EXERCISE BRIEF -
Show every line from the entries that follow which holds the word "halo".

Entries taken from a collection:
^^^^

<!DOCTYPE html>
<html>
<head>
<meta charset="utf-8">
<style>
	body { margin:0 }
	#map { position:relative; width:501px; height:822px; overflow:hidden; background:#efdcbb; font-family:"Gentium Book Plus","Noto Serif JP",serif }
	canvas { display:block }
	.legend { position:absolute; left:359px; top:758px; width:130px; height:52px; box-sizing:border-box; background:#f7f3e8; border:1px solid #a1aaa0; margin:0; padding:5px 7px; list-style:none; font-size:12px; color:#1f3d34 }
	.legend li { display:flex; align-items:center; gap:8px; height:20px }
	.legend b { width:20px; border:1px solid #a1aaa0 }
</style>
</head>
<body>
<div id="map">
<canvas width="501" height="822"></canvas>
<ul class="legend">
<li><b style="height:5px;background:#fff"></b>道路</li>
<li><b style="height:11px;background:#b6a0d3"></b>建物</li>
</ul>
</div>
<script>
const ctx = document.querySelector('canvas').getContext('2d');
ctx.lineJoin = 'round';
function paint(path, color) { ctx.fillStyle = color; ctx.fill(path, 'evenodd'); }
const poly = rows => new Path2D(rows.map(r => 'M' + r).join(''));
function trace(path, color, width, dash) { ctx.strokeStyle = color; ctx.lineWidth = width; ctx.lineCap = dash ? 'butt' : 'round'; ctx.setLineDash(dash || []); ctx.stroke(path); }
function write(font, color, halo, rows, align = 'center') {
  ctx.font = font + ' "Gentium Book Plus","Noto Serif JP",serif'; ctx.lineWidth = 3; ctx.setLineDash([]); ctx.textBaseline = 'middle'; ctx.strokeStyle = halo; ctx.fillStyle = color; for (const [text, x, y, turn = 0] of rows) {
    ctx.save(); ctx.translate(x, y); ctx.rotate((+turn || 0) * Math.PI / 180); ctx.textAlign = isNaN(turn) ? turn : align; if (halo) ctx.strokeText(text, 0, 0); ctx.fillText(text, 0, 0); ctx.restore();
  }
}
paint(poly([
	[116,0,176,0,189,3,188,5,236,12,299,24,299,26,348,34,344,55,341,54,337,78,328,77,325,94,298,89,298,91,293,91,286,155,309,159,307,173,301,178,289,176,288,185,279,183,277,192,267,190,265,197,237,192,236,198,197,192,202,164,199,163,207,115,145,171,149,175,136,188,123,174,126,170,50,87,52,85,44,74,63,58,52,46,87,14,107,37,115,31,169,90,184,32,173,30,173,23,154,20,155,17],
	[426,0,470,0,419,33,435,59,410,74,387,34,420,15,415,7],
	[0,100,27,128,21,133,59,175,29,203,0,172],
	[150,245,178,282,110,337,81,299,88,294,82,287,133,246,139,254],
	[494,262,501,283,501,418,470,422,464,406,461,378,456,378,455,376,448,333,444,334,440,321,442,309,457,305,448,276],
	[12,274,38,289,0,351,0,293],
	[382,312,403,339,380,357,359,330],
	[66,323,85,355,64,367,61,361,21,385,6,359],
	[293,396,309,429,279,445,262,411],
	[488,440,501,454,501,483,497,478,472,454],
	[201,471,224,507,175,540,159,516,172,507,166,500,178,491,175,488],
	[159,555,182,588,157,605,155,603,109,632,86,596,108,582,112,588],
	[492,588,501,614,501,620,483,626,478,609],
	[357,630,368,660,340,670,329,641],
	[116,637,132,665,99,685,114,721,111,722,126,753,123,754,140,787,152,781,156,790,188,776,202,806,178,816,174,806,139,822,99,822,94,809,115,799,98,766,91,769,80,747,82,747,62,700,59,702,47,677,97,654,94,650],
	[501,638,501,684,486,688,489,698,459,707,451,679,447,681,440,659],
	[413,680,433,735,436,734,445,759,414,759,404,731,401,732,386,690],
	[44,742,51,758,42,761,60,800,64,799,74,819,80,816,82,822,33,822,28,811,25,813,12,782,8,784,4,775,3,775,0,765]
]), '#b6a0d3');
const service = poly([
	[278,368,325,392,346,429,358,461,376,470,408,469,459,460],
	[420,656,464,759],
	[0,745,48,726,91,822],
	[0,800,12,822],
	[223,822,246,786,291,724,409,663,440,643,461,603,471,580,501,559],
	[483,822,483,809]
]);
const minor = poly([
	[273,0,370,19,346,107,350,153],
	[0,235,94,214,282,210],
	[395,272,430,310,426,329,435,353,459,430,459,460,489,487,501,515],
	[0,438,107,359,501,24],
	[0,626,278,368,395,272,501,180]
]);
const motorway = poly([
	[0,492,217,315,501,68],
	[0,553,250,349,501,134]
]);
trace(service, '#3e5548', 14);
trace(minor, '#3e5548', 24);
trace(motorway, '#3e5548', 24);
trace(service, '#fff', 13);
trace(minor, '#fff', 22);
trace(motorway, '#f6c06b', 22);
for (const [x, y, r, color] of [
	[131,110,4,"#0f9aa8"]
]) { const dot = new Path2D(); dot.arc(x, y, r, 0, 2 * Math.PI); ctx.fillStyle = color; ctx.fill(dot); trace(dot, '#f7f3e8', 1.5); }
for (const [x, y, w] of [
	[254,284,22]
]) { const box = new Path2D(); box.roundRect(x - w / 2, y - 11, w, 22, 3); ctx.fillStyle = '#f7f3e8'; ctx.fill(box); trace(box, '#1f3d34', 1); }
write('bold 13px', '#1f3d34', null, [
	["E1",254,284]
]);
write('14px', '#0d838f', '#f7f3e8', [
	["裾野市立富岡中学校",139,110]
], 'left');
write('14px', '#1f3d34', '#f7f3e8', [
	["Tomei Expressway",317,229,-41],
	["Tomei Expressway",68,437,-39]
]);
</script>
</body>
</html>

^^^^

TASK RESULT -
function write(font, color, halo, rows, align = 'center') {
  ctx.font = font + ' "Gentium Book Plus","Noto Serif JP",serif'; ctx.lineWidth = 3; ctx.setLineDash([]); ctx.textBaseline = 'middle'; ctx.strokeStyle = halo; ctx.fillStyle = color; for (const [text, x, y, turn = 0] of rows) {
    ctx.save(); ctx.translate(x, y); ctx.rotate((+turn || 0) * Math.PI / 180); ctx.textAlign = isNaN(turn) ? turn : align; if (halo) ctx.strokeText(text, 0, 0); ctx.fillText(text, 0, 0); ctx.restore();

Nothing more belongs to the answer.